[How to complete this task]
The answer should be one number: the count of lines in the listing below with "South" in them.

[Material supplied]
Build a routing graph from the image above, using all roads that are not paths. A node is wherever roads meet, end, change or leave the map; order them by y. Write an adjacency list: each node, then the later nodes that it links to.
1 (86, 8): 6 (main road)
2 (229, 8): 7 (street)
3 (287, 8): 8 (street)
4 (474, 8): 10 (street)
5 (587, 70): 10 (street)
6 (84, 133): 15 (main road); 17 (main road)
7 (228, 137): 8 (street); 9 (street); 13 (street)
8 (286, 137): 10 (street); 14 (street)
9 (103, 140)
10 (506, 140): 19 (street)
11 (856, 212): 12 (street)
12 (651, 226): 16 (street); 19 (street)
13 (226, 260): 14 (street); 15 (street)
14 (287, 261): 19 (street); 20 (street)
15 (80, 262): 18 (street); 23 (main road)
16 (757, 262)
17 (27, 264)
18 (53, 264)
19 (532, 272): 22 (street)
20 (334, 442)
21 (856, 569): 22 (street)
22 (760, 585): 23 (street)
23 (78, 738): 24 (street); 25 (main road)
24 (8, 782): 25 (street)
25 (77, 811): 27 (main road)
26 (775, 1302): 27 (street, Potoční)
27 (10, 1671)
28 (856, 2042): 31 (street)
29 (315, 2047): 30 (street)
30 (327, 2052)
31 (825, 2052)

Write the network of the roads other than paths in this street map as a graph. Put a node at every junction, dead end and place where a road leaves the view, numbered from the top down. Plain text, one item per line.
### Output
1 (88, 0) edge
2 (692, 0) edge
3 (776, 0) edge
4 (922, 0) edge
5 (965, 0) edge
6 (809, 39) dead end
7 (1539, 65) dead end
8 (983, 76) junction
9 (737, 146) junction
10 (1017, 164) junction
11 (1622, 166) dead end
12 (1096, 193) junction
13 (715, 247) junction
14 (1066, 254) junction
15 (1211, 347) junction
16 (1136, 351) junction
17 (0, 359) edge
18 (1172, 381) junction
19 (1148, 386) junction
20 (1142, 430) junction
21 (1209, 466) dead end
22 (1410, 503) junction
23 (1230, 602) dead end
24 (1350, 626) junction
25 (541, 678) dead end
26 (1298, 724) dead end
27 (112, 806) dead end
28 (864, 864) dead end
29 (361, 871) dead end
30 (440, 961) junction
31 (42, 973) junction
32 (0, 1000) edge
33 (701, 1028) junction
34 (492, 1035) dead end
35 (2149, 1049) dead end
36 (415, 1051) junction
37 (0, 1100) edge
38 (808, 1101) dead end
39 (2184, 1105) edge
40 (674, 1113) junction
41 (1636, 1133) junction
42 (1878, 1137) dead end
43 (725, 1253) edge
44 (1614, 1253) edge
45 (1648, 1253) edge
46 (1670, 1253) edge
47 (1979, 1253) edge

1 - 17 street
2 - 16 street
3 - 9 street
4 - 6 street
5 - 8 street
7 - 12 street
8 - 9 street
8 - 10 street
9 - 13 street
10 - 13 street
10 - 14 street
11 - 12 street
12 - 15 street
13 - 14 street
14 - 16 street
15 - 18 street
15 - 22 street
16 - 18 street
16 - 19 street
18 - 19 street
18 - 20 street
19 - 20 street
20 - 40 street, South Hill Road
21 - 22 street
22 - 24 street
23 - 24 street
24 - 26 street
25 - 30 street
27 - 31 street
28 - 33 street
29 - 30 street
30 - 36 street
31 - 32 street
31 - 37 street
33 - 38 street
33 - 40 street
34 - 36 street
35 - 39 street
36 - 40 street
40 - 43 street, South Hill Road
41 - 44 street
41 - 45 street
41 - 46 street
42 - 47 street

[Problem solution]
2